I experimented in other ways, too. For one scene in the subway I asked the drummer to give me a particular beat, but then in the studio I decided I wanted to play it backward. Today you can just press a button and get that effect, but in 1974 I had to take the tape and physically play it backward through the machine to get that sound. It was time-consuming, but there was something about that reverse beat that felt eerie and foreboding.
&n
bsp; In one famous scene Bronson pours handfuls of quarters into a sock to make a weapon. He starts swinging it around inside his house, getting wilder and more manic—and suddenly the sock smacks into the wall and bursts, spilling the quarters everywhere. It’s a weird scene, and I wanted music that would capture the character’s complex emotions. So I decided to borrow from a piece that I’ve always loved, Stravinsky’s Rite of Spring. The piece I wrote doesn’t have exactly the same chord structure, but it is evocative of Stravinsky, though I’d be surprised if many moviegoers ever made that connection.
I had about six or seven weeks to do the whole score, which isn’t much time to write, orchestrate, and record forty minutes of music.
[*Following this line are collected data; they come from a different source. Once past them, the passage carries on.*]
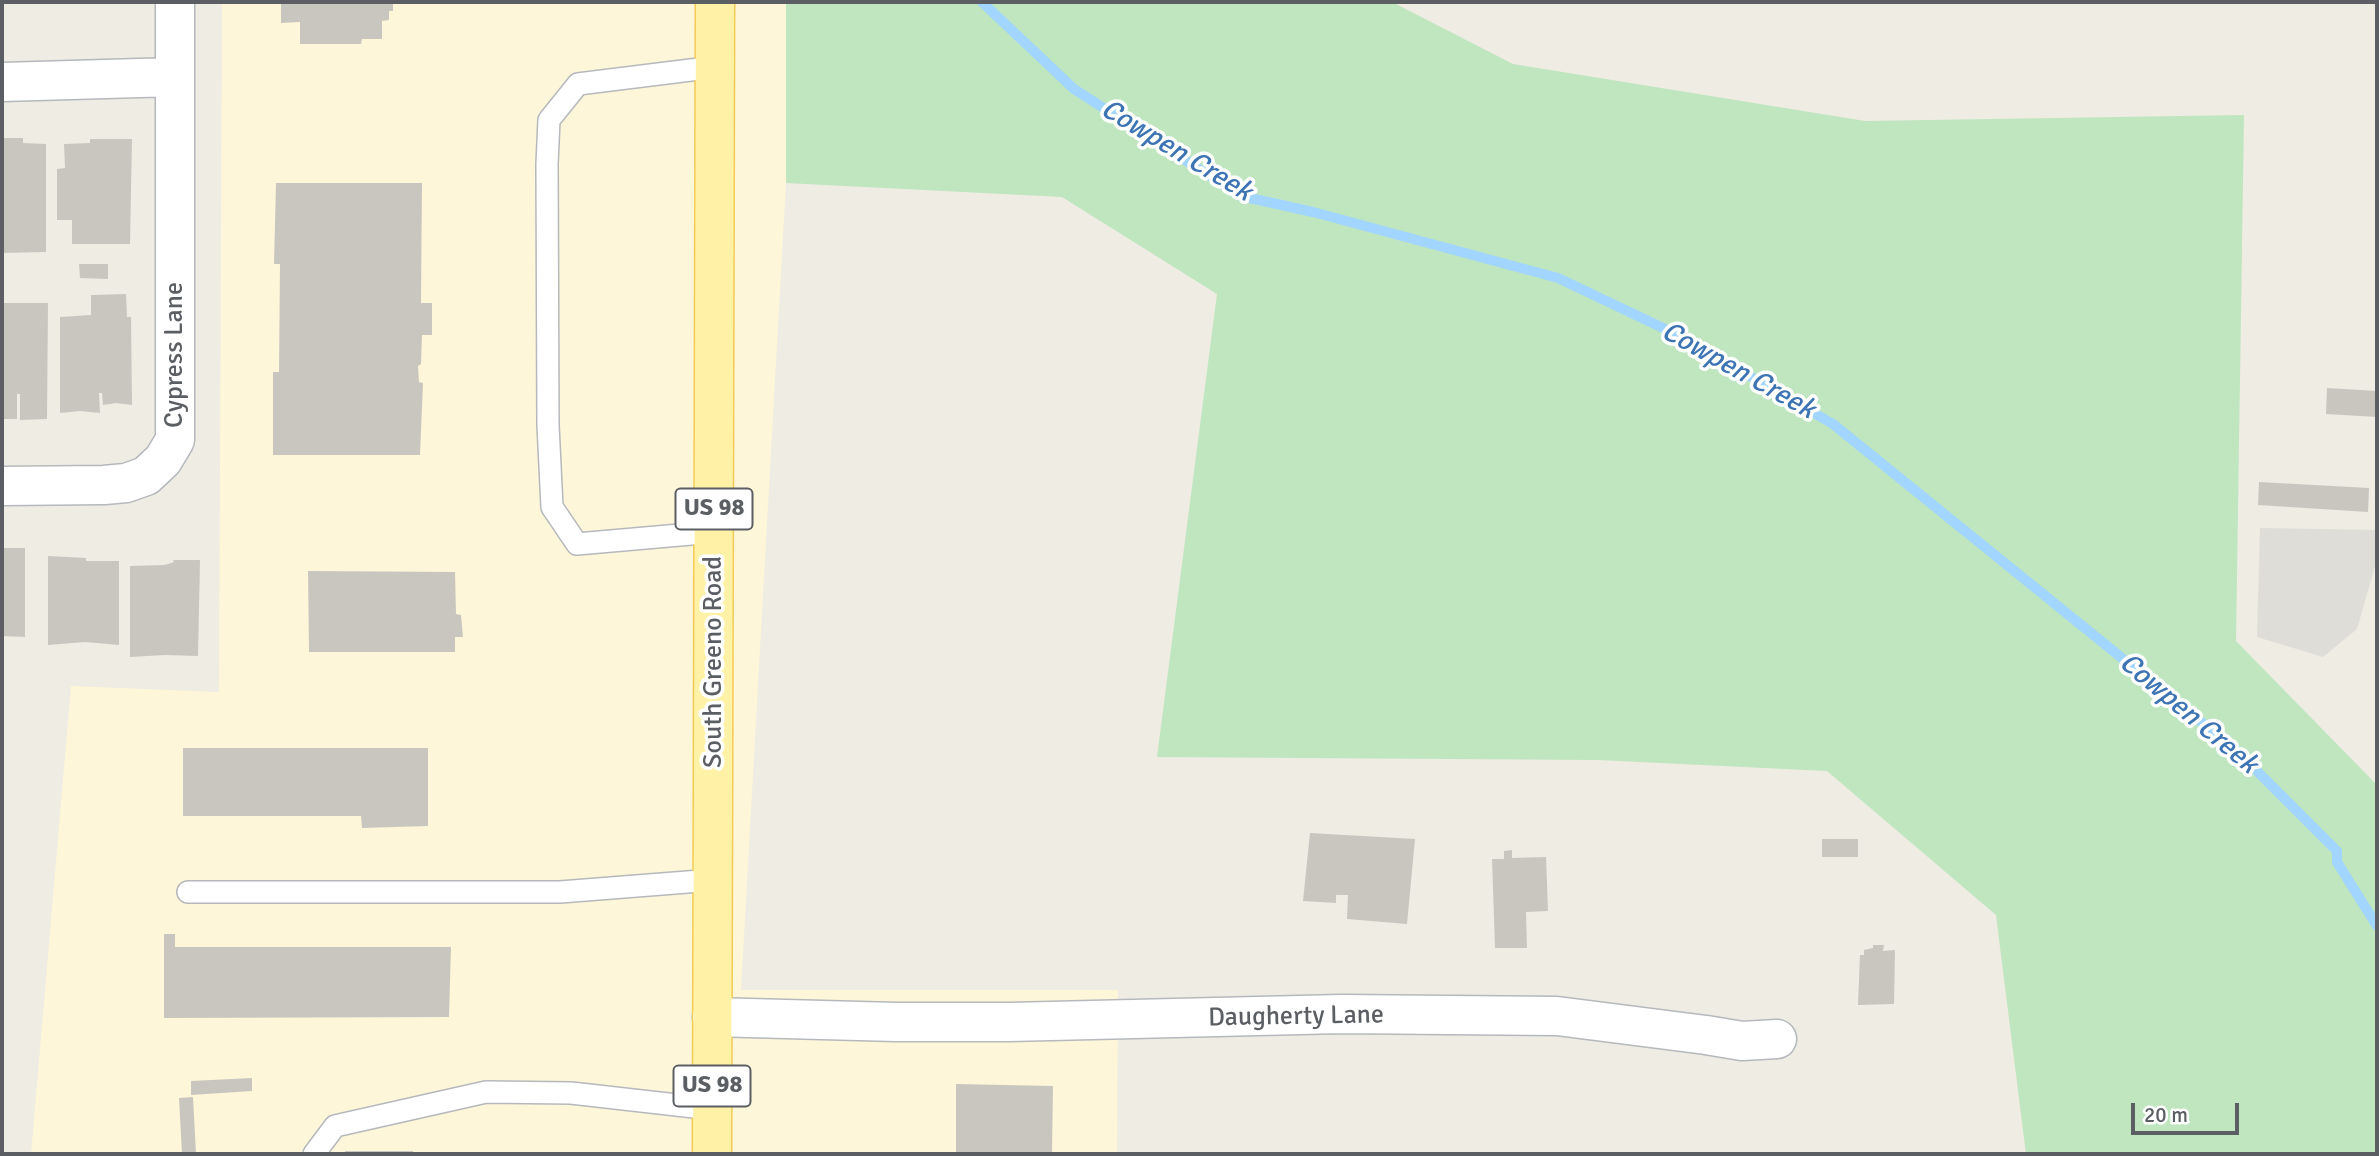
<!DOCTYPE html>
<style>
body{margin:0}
#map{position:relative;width:2379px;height:1156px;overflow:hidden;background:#eeece3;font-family:Signika,sans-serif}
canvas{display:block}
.frame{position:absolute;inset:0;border:4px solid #5b5f64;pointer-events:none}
.scale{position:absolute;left:2131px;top:1103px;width:108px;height:32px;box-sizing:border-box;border:4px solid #5b5f64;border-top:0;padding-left:9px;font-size:21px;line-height:24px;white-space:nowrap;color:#5b5f64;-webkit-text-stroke:5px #fff;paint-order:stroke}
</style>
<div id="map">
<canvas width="2379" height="1156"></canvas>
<div class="frame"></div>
<div class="scale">20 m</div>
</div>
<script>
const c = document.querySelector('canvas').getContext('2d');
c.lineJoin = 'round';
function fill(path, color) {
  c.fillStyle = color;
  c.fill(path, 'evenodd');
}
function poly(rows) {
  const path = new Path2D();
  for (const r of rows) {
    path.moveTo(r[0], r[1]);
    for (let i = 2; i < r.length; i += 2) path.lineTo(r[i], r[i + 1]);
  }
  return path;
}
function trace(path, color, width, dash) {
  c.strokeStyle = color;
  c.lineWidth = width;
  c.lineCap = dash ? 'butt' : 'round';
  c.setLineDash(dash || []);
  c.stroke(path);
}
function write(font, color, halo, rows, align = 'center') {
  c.font = font + ' Signika,sans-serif';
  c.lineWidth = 7;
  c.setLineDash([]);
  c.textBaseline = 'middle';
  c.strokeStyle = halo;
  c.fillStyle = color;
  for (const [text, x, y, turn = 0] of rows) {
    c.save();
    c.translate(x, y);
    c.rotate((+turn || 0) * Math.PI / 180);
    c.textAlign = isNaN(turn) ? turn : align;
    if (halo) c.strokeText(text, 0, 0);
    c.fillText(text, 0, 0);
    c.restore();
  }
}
const commercial = poly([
 [222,2,786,2,786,183,741,990,1118,990,1117,1154,31,1154,71,686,219,692]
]);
const industrial = poly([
 [2260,528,2377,530,2377,559,2357,629,2323,657,2257,637]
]);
const green = poly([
 [786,2,1392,2,1513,64,1865,121,2244,115,2236,641,2377,785,2377,1154,2026,1154,1996,915,1827,771,1598,760,1157,757,1217,294,1062,197,786,183]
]);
const stream = poly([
 [982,2,1074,89,1241,196,1313,212,1558,278,1684,338,1833,424,2238,752,2337,851,2337,862,2377,926]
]);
const building = poly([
 [281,2,393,2,393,11,389,11,389,20,382,21,382,39,362,39,361,44,300,44,300,22,281,23],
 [2,138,23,138,23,143,46,144,46,252,2,253],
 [90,139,132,139,130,244,72,244,72,220,57,220,57,169,65,168,64,144,90,143],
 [276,183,422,183,421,303,432,303,432,335,422,335,421,364,418,366,419,382,423,383,420,455,273,455,273,372,279,372,280,264,274,264],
 [79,264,108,264,108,279,80,278],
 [126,294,127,317,131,317,132,405,116,403,103,405,102,393,99,393,100,413,80,411,60,413,60,317,91,315,91,295],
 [2,303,48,303,47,419,20,420,20,394,17,394,17,419,2,419],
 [2327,388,2377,391,2377,417,2326,414],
 [2259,482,2369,488,2368,512,2258,505],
 [2,548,25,548,25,637,2,636],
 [48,556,86,558,86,561,119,561,119,645,85,642,48,645],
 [173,560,200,560,198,656,165,655,130,657,130,566,165,565,174,562],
 [308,571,455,572,456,614,461,615,463,637,455,637,455,652,309,652],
 [183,748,428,748,428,826,362,828,361,816,183,816],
 [1310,833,1415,839,1407,924,1347,919,1348,895,1336,895,1336,903,1303,901],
 [1822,839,1858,839,1858,857,1822,857],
 [1512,850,1512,858,1546,857,1548,911,1526,912,1527,948,1495,948,1492,859,1504,859,1504,851],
 [164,934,175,934,175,947,451,947,449,1017,164,1018],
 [1873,945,1884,945,1883,951,1895,950,1894,1004,1858,1005,1860,955,1864,955,1864,950,1873,948],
 [252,1078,252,1091,191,1095,191,1081],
 [956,1084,1053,1086,1052,1154,956,1154],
 [193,1097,196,1154,182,1154,179,1098],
 [345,1151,413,1151,413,1154,345,1154]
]);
const service = poly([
 [714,532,577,544,552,507,548,425,547,164,549,120,578,84,715,67],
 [188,892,560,892,713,880],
 [314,1154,335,1126,486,1092,571,1093,712,1109]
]);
const minor = poly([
 [2,82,174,77],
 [2,486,104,485,126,483,146,476,163,460,175,440,175,2],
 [712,1017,896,1022,1009,1022,1341,1014,1557,1016,1706,1035,1742,1041,1777,1039]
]);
const primary = poly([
 [712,1154,715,2]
]);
const shields = [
 [714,509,77],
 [712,1086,77]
];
const shieldNames = [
 ["US 98",714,509],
 ["US 98",712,1086]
];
const streetNames = [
 ["Cypress Lane",175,355,-90],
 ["South Greeno Road",714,662,-90],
 ["Daugherty Lane",1296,1017,-1]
];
const waterNames = [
 ["Cowpen Creek",1176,151,31],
 ["Cowpen Creek",1738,371,29],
 ["Cowpen Creek",2188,714,40]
];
fill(commercial, '#fef6d8');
fill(industrial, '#dfddd7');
fill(green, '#bfe6bf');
trace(stream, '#a2d5ff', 10);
fill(building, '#c9c6c0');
trace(service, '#b5b9bd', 24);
trace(minor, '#b5b9bd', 41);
trace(primary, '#f4cb56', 41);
trace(service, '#fff', 21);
trace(minor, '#fff', 38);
trace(primary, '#fff2a7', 38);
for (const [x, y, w] of shields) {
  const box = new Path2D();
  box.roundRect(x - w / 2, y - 20.5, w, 41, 5);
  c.fillStyle = '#fff';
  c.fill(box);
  trace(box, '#5b5f64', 2);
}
write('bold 24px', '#5b5f64', null, shieldNames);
write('26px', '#5b5f64', '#fff', streetNames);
write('italic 28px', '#3d74b3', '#fff', waterNames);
</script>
Making it worse was that fact that I’m a terrible procrastinator. When I have a deadline, I often wait to write until it’s almost too late—and then I just pick something in a hurry and start there. That’s pretty much always been the way I work, even though it results in panic toward the end of each project. It also leads to a lot of sleepless nights, as I race to get everything done in a wild rush.
Toward the end of composing for Death Wish I was just completely wiped out. I pulled a couple of all-nighters in a row, but with the deadline just a few days away I still needed to write one of the most important parts: a piece for an emotional scene where Bronson’s character is recalling his murdered wife, Joanna. The piece would be called “Joanna’s Theme,” and Michael Winner was really anxious for me to nail it. I was anxious, too, as this scene was the movie’s emotional core. Michael kept saying, “Do you have anything yet? When are we going to have ‘Joanna’s Theme’?” I don’t know who was more nervous about it, him or me, but between us we were a wreck.
I kept going around and around, trying to figure out a line that would embody the emotion of that scene. And finally, at the last moment, I came up with a melody and a chord structure that sounded haunting and heart-wrenching. I wrote out the parts and then hurried to get into the studio with the orchestra to record it.